Le mar. 3 nov. 2015 à 14:33, Mark Cave-Ayland <
address@hidden> a écrit :
On 03/11/15 12:16, Michael Tokarev wrote:
> 03.11.2015 11:00, Julio Guerra wrote:
>> Ping :)
>
> Well, I'm not sure what can I do with this. I've no idea what is IBAT to start
> with, so while technically the patch is a one-liner, I've no idea what it does
> and how trivial it is :)
>
> Maybe you can include some context which teaches me what it is all about, and in
> that case it becomes really trivial, or.. I dunno :)
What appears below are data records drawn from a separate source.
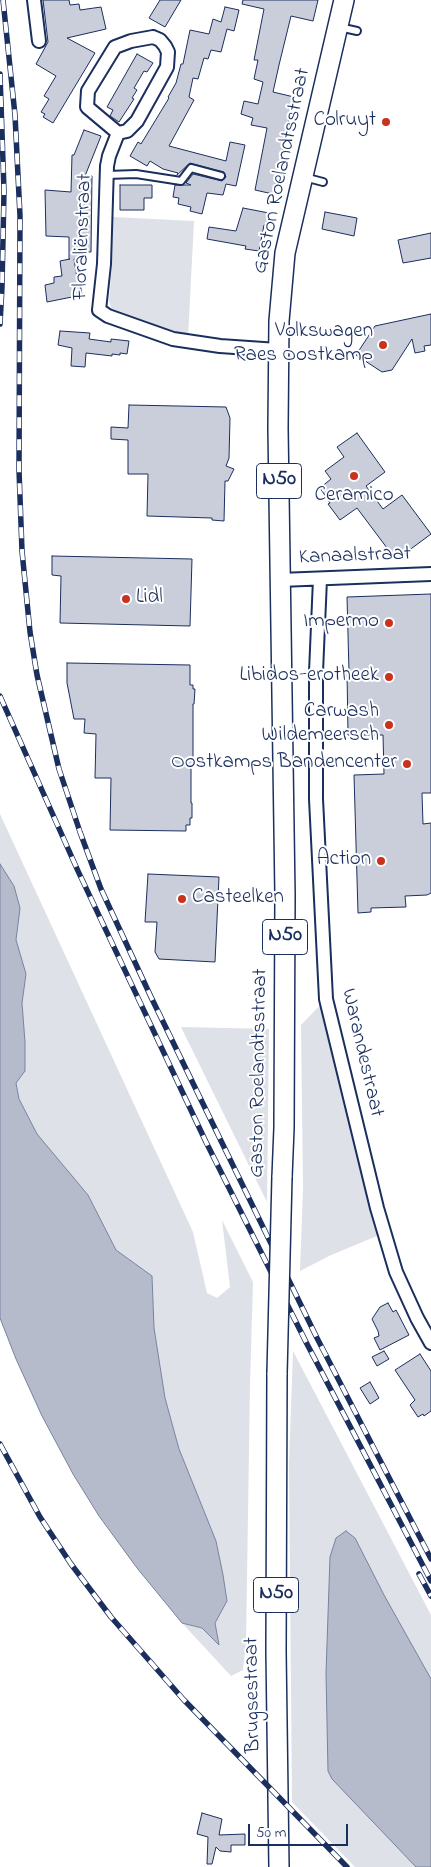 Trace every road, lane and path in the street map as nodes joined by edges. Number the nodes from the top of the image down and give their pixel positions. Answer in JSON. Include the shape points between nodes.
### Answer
{"nodes":[{"id":1,"x":34,"y":0,"type":"edge"},
{"id":2,"x":344,"y":0,"type":"edge"},
{"id":3,"x":337,"y":27,"type":"junction"},
{"id":4,"x":356,"y":31,"type":"dead end"},
{"id":5,"x":39,"y":41,"type":"dead end"},
{"id":6,"x":118,"y":133,"type":"junction"},
{"id":7,"x":107,"y":175,"type":"junction"},
{"id":8,"x":220,"y":176,"type":"dead end"},
{"id":9,"x":302,"y":176,"type":"junction"},
{"id":10,"x":323,"y":182,"type":"dead end"},
{"id":11,"x":278,"y":350,"type":"junction"},
{"id":12,"x":431,"y":574,"type":"edge"},
{"id":13,"x":320,"y":579,"type":"junction"},
{"id":14,"x":280,"y":580,"type":"junction"},
{"id":15,"x":431,"y":1343,"type":"edge"},
{"id":16,"x":277,"y":1373,"type":"joint"},
{"id":17,"x":279,"y":1867,"type":"edge"}],
"edges":[{"from":1,"to":5,"type":"street"},
{"from":2,"to":3,"type":"main road","name":"Gaston Roelandtsstraat","number":"N50"},
{"from":3,"to":4,"type":"lane"},
{"from":3,"to":9,"type":"main road","name":"Gaston Roelandtsstraat","number":"N50"},
{"from":6,"to":6,"type":"street","via":[[87,107],[88,91],[115,48],[130,41],[153,37],[160,40],[168,52],[167,67],[137,121],[126,131]]},
{"from":6,"to":7,"type":"street","name":"Floraliënstraat","via":[[108,156]]},
{"from":7,"to":8,"type":"lane","via":[[136,174],[177,182],[191,168]]},
{"from":7,"to":11,"type":"street","name":"Floraliënstraat","via":[[100,310],[108,316],[173,339]]},
{"from":9,"to":10,"type":"lane"},
{"from":9,"to":11,"type":"main road","name":"Gaston Roelandtsstraat","number":"N50","via":[[285,253]]},
{"from":11,"to":14,"type":"main road","name":"Gaston Roelandtsstraat","number":"N50"},
{"from":12,"to":13,"type":"street","name":"Kanaalstraat"},
{"from":13,"to":14,"type":"street","name":"Kanaalstraat"},
{"from":13,"to":15,"type":"street","name":"Warandestraat","via":[[316,799],[326,999],[377,1208],[396,1272]]},
{"from":14,"to":16,"type":"main road","name":"Gaston Roelandtsstraat","number":"N50","bridge":true,"via":[[285,895],[284,1118]]},
{"from":16,"to":17,"type":"main road","name":"Brugsestraat","number":"N50"}]} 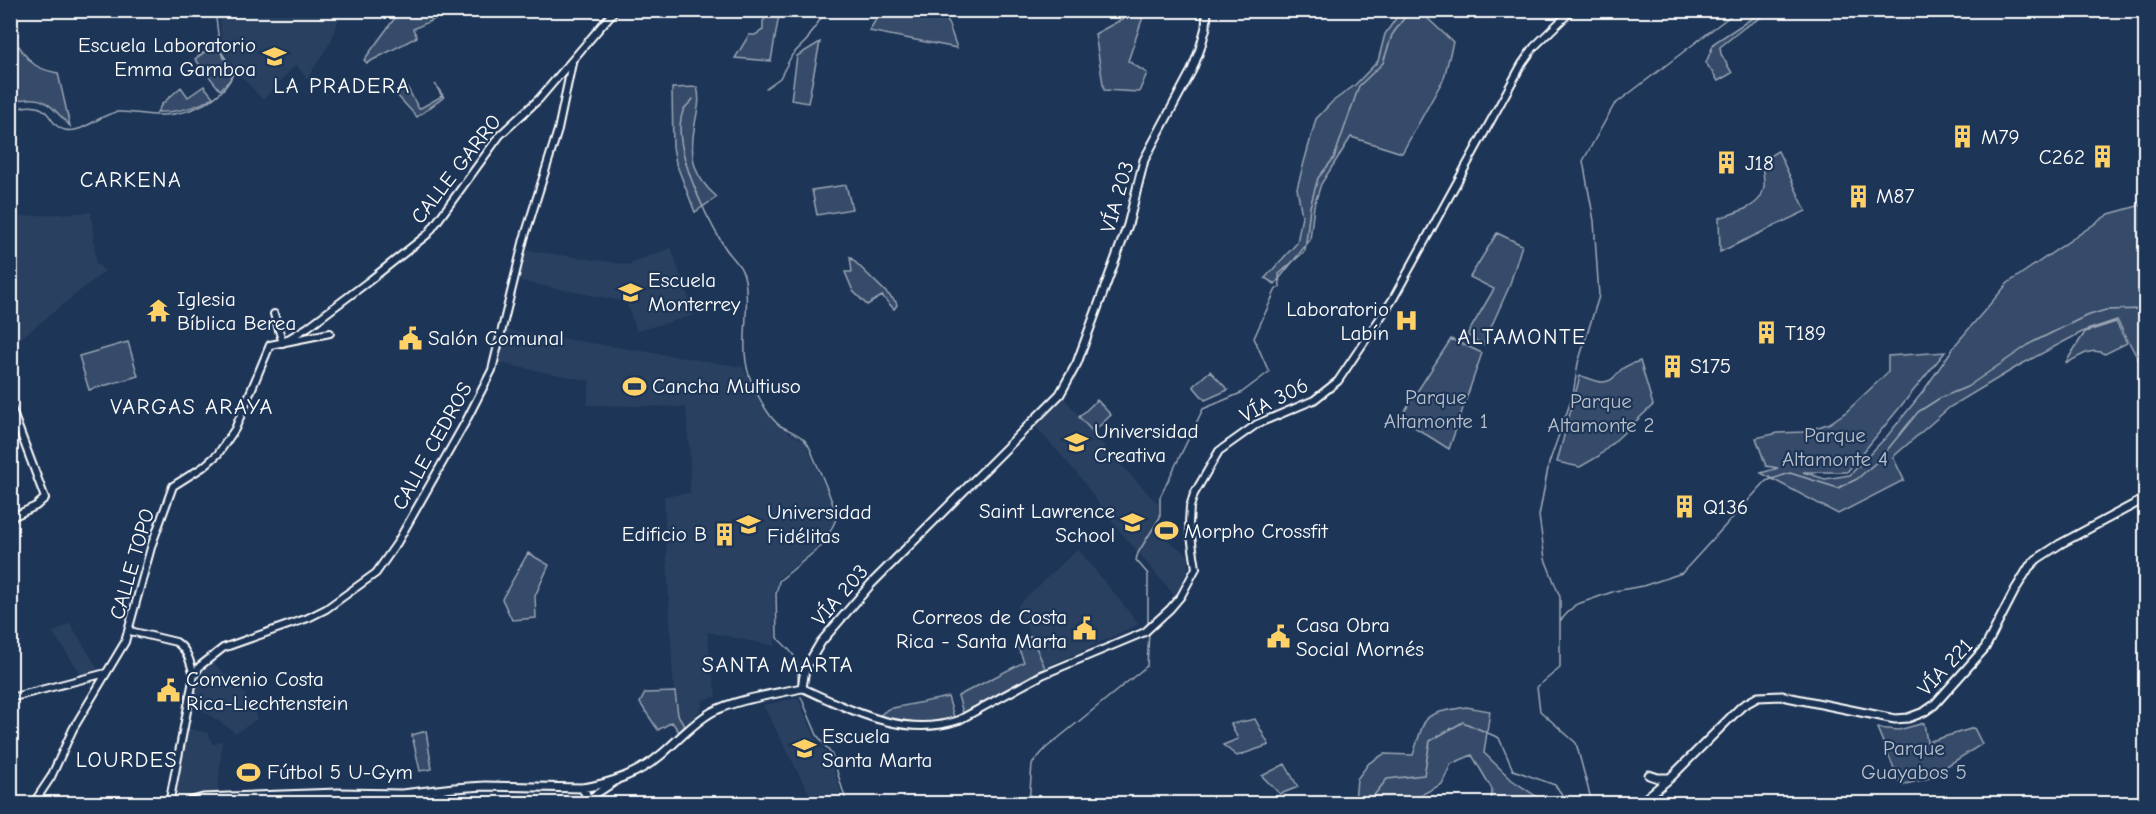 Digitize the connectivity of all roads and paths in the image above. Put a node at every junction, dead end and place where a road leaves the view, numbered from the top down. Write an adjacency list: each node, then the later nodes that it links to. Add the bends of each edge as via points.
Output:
1 (615, 10): 4 (street, CALLE CEDROS)
2 (1207, 10): 15 (main road, VÍA 203, via 1206,27 1192,70 1144,160 1128,225 1077,363 1060,394 871,584 821,642 805,669)
3 (1572, 10): 15 (street, VÍA 306, via 1522,64 1393,299 1338,381 1314,400 1257,424 1219,451 1190,507 1196,568 1181,596 1154,626 1042,675 946,724 921,727 875,719)
4 (572, 63): 7 (street, CALLE GARRO, via 500,135 428,234); 14 (street, CALLE CEDROS, via 558,130 524,239 492,370 397,543 376,573 326,609 223,648)
5 (274, 314): 7 (street)
6 (330, 333): 7 (street)
7 (283, 343): 8 (street, CALLE GARRO)
8 (270, 345): 12 (street, CALLE TOPO, via 228,441 211,460 173,486 152,544)
9 (10, 405): 11 (street, via 45,498)
10 (2145, 498): 18 (main road, VÍA 221, via 2037,559 2015,590 1985,648 1924,712 1889,719 1782,696 1758,697 1742,706)
11 (10, 518)
12 (130, 631): 13 (street, CALLE TOPO); 14 (street, via 180,644)
13 (106, 673): 16 (street); 22 (street, CALLE TOPO)
14 (194, 675): 23 (street)
15 (802, 688): 19 (main road, via 712,712 660,756)
16 (10, 698)
17 (1649, 774): 18 (main road)
18 (1670, 778): 25 (main road, VÍA 221)
19 (616, 780): 20 (main road); 21 (street)
20 (582, 788): 21 (main road, via 586,794); 24 (main road, via 474,786 402,794 202,798)
21 (583, 802)
22 (33, 804)
23 (169, 804)
24 (182, 804)
25 (1639, 804)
FWIW PPC has a set of IBAT and DBAT registers on chip, each of which
indicates a large continuous physical/virtual memory mapping for
Instruction and Data memory respectively. The idea is that the OS can
use these to provide "fast" virtual to physical lookups instead of
invoking a time-consuming hash lookup to provide the translation.
>From casual observation comparing with spr_write_ibatu_h() in the same
file (which already includes the +4 offset that the patch is adding to
spr_read_ibat_h()), it does look like a genuine bug. However it really
needs someone who understands PPC architecture a bit more to give a RB
to ensure this is doing the right thing.
I would add the reason the bug never appeared is probably due to the fact BATs are not likely to be read by kernels, they simply write to them to program a large memory mapping. In our case, we saw the bug when fully saving/restoring the CPU context since we were in fact reading at BAT0-3 instead of BAT4-7 and then restoring BAT these values in BAT4-7... And the result can be very perverse...
Linux PPC, which I think is how Alexander Graf tests qemu-ppc, probably does not use these higher BAT registers, they are CPU-specific.